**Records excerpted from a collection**
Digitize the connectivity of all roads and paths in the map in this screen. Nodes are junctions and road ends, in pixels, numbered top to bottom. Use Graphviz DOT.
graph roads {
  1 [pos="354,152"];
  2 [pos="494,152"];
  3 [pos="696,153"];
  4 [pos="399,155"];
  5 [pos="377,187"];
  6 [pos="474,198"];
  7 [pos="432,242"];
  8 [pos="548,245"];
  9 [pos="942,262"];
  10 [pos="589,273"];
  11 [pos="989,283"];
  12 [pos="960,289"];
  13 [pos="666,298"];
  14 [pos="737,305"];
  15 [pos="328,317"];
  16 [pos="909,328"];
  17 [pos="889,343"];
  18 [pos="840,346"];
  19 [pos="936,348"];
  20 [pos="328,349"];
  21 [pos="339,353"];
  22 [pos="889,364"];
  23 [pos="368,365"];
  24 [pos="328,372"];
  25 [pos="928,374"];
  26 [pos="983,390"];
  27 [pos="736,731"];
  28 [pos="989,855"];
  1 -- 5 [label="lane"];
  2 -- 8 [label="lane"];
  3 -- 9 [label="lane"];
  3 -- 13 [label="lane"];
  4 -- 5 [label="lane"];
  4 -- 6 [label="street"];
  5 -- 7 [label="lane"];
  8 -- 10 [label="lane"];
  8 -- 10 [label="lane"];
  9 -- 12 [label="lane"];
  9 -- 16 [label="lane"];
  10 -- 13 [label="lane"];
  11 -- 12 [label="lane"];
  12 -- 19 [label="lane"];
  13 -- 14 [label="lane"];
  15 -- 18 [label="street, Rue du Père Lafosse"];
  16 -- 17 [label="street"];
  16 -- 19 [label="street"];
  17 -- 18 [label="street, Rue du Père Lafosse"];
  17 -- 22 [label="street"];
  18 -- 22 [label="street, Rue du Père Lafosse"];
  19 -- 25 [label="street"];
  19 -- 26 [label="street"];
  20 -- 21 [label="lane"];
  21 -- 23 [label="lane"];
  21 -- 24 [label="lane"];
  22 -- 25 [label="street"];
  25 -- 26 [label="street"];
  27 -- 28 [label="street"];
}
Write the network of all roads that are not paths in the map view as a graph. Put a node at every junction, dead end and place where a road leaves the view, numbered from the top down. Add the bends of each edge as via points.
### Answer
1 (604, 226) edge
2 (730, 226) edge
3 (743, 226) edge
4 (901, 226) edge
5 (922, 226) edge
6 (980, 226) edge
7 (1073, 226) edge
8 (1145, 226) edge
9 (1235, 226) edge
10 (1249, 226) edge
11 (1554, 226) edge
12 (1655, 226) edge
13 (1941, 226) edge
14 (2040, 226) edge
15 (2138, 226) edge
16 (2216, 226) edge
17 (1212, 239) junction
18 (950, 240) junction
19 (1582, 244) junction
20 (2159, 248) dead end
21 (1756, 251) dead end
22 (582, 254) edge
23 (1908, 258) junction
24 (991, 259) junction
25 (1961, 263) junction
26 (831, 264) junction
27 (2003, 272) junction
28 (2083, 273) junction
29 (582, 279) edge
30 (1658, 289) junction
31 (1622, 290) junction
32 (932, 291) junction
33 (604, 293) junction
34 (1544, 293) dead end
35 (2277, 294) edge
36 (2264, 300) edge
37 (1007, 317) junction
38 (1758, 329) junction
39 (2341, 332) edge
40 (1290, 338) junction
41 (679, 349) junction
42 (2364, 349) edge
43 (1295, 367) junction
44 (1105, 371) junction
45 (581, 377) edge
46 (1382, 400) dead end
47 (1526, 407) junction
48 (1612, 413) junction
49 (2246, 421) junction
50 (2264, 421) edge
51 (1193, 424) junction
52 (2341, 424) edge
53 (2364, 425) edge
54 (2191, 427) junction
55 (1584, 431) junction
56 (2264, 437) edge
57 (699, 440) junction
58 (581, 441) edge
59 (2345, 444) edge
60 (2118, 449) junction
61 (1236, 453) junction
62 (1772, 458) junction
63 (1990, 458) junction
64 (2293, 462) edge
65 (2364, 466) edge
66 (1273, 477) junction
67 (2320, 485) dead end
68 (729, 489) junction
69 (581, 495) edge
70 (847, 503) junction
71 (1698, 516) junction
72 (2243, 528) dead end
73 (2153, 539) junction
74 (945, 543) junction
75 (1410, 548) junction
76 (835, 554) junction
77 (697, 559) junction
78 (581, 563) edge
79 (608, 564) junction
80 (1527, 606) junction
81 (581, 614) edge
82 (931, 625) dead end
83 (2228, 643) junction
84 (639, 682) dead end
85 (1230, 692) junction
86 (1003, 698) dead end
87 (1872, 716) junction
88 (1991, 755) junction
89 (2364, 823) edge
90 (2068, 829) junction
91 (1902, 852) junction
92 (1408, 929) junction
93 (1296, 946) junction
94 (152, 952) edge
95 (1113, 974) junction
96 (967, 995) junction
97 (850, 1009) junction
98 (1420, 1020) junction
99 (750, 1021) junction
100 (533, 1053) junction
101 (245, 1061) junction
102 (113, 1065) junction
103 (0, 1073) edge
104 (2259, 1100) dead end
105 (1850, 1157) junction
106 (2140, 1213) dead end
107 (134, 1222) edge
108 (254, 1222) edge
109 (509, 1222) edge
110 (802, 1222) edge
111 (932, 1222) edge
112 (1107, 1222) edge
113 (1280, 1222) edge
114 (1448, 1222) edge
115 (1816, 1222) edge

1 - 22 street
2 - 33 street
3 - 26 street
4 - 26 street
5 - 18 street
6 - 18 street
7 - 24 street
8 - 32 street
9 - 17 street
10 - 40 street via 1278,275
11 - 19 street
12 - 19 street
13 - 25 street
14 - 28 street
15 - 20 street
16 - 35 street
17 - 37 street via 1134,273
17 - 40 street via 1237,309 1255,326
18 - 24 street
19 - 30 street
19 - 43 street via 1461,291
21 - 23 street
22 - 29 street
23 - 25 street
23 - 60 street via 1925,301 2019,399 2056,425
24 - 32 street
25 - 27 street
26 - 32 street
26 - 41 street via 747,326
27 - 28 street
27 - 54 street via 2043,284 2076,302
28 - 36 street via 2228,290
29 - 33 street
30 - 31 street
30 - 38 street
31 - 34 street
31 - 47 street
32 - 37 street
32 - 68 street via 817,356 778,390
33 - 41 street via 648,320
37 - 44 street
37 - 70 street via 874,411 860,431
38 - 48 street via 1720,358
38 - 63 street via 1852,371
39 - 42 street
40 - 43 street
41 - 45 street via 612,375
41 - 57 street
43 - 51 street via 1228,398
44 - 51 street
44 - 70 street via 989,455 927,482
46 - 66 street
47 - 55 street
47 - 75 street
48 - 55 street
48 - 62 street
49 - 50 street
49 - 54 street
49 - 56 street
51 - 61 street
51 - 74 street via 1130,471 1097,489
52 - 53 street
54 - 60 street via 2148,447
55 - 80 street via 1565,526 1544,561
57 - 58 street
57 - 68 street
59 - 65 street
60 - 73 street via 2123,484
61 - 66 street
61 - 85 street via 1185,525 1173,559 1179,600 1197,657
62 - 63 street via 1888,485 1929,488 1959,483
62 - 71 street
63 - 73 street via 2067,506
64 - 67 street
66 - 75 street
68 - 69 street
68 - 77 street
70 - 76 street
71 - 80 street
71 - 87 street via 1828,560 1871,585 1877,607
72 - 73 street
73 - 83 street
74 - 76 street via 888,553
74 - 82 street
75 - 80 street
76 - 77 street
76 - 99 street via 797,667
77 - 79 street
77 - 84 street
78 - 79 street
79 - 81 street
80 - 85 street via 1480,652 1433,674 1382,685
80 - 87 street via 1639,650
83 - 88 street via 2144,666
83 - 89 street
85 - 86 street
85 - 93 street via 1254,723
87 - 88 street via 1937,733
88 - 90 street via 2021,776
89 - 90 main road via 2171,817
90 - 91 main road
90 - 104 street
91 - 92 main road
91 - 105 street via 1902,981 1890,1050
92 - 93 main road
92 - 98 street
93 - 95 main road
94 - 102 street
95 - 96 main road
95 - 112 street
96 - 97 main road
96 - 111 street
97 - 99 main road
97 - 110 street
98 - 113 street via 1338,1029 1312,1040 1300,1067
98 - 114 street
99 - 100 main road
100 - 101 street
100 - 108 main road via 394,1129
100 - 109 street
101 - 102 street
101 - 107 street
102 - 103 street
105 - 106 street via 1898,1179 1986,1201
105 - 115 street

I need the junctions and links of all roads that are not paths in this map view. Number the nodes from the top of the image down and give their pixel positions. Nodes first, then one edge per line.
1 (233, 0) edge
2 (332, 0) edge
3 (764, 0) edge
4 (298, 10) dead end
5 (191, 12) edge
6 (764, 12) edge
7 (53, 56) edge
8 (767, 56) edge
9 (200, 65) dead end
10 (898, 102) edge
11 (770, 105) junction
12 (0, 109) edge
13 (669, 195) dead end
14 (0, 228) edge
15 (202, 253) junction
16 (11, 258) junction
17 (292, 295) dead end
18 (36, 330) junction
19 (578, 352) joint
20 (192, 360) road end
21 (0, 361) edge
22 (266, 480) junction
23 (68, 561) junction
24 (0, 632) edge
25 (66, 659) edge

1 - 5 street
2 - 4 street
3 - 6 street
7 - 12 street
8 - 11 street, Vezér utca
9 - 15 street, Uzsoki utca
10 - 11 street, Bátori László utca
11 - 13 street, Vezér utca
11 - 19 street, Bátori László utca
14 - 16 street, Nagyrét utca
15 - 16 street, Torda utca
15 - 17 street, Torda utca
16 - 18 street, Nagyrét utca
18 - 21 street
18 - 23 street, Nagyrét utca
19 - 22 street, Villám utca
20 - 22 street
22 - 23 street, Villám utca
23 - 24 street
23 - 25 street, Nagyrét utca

**Exercise**
Count the lines of the entries that hold the string "main", then state that number and nothing more.

**Solution to this task**
10